La lande s’est reconstituée naturellement ou presque. Dans l’année qui suit la tempête, on organise l’exploitation des pins. Il faut faire très vite, car le bois au sol est rapidement colonisé par des insectes décomposeurs du bois, en particulier des scolytes, dont le cycle de vie est court. Ces coléoptères émergent en quantités considérables. Des milliers d’individus par bille de bois. Autant dire que, si on laisse la grume de pin plus d’un an, elle perd sa valeur commerciale. On ne tarde pas à les sortir de la forêt, sans pour autant les remplacer. La zone dévastée est laissée à son évolution naturelle et les callunes et bruyères s’installent peu après. Le passage des engins de débardage a écorché le sol, mettant le sable à nu par endroits. Le site est idéal pour le développement des espèces thermophiles comme les lézards. Deux oiseaux typiques des landes avaient presque disparu. La reconquête des forêts depuis la fin du XIXe siècle avait refermé les milieux ouverts qu’ils affectionnaient pour nicher. Seules les parcelles forestières ayant été récemment exploitées en bloc leur permettaient de subsister. Les tempêtes ont modifié le paysage et Silva retrouve sur cette parcelle une lande dont l’état rappelle celui du XVIIIe siècle, au moment de la naissance de Quercus. La réapparition des landes va dynamiser leurs populations. Ainsi, l’engoulevent d’Europe et l’alouette lulu reviendront de migrations africaines pour coloniser ces nouveaux espaces, gagnant là aussi de nouveaux effectifs. Pendant la période d’accroissement des pins adultes, seul le criquet des pins avait réussi à s’installer dans le sous-bois à la végétation landicole. D’autres criquets se maintenaient avec difficulté en lisière de forêt et en bordure de chemin, mais en populations relictuelles. L’ouverture du milieu va impliquer une réorganisation totale du peuplement de ces insectes orthoptères. D’une année à l’autre, le banal criquet des pins va laisser la place à de nombreuses espèces, dont l’œdipode turquoise, le criquet mélodieux, le criquet noir ébène et le criquet tacheté.

Dessin monochrome

Les suivis de biodiversité réalisés depuis cette période montrent qu’aujourd’hui la forêt reconquiert cet espace. Pour maintenir les espèces des landes devenues rares avec le retour de la forêt, il faudrait lutter contre les arbres, une gageure dans une période où la société réclame encore plus de bois, notamment pour lutter contre le réchauffement climatique, et alors que la demande d’espaces forestiers propices à la balade ne fait que croître. Pourtant, Lacerta est sensible à la fermeture de son milieu, et la progression des jeunes bouleaux et de quelques pins sylvestres remet en question la pérennité de son habitat. Un peu plus loin se trouve un complexe de parcelles forestières elles aussi impactées par la tempête. Les pins qui dominaient le lieu sont également tombés. Compte tenu de la richesse qui commençait à s’exprimer, le forestier l’a classé en réserve biologique destinée à la conservation de la biodiversité seulement quelques années avant le passage de Lothar et Martin. Si Lacerta risque bien de voir son habitat initial s’appauvrir avec la recolonisation par les arbres, cette réserve pourrait offrir un nouveau refuge à l’espèce, avec un gestionnaire forestier soucieux de lui préserver ses habitats, donc en luttant contre la reconquête forestière sur les landes propices.

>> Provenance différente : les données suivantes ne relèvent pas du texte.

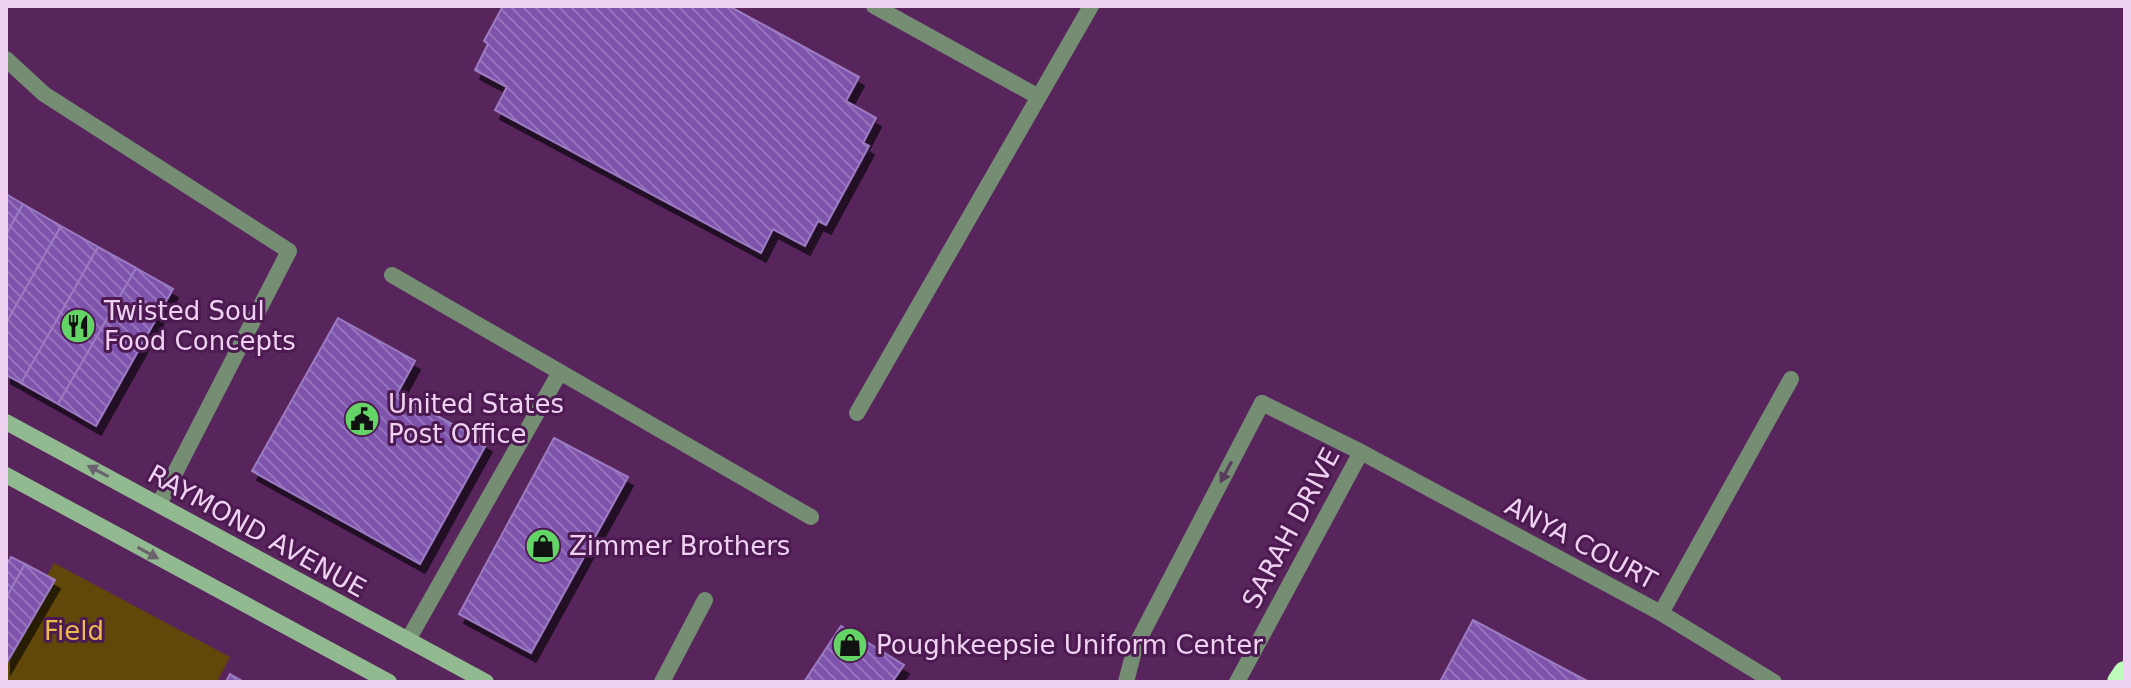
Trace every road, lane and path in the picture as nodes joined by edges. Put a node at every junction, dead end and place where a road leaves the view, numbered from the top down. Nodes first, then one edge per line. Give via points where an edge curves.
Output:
1 (874, 6) edge
2 (1091, 6) edge
3 (6, 59) edge
4 (1037, 96) junction
5 (392, 275) dead end
6 (560, 372) junction
7 (1791, 379) dead end
8 (857, 413) dead end
9 (6, 422) edge
10 (1361, 452) junction
11 (6, 475) edge
12 (159, 504) junction
13 (811, 517) dead end
14 (705, 600) dead end
15 (1661, 613) junction
16 (408, 640) junction
17 (2125, 673) edge
18 (389, 682) edge
19 (486, 682) edge
20 (662, 682) edge
21 (1126, 682) edge
22 (1237, 682) edge
23 (1774, 682) edge
24 (2119, 682) edge

1 - 4 street
2 - 4 street
3 - 12 street via 44,94 289,251
4 - 8 street
5 - 6 street
6 - 13 street
6 - 16 street
7 - 15 street
12 -> 9 main road, RAYMOND AVENUE
10 - 15 street, ANYA COURT
10 -> 21 street, SARAH DRIVE via 1262,403 1135,647
10 - 22 street, SARAH DRIVE
11 -> 18 main road
12 - 16 main road, RAYMOND AVENUE
14 - 20 street
15 - 23 street, ANYA COURT
16 - 19 main road, RAYMOND AVENUE
17 - 24 highway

Paradoxe pour Silva : alors qu’elle gagnait en surface et que les arbres n’arrêtent pas de grossir encore, comme le réclame la société depuis un siècle et demi, on lui demande maintenant de compenser la disparition généralisée des habitats indispensables aux espèces de milieux ouverts, comme celles qu’on trouve dans les grandes cultures, de moins en moins accueillantes pour la biodiversité. Il faut donc paradoxalement lutter contre les arbres quand cela devient possible en forêt, sur des espaces dédiés, pour voir Lacerta et toutes les espèces de la lande retrouver leurs heures de gloire passées.

Habillé de cette nouvelle responsabilité, le forestier voit son métier évoluer. Quant à lui, Lacerta progresse vers les nouvelles landes qui vont lui permettre d’agrandir son territoire.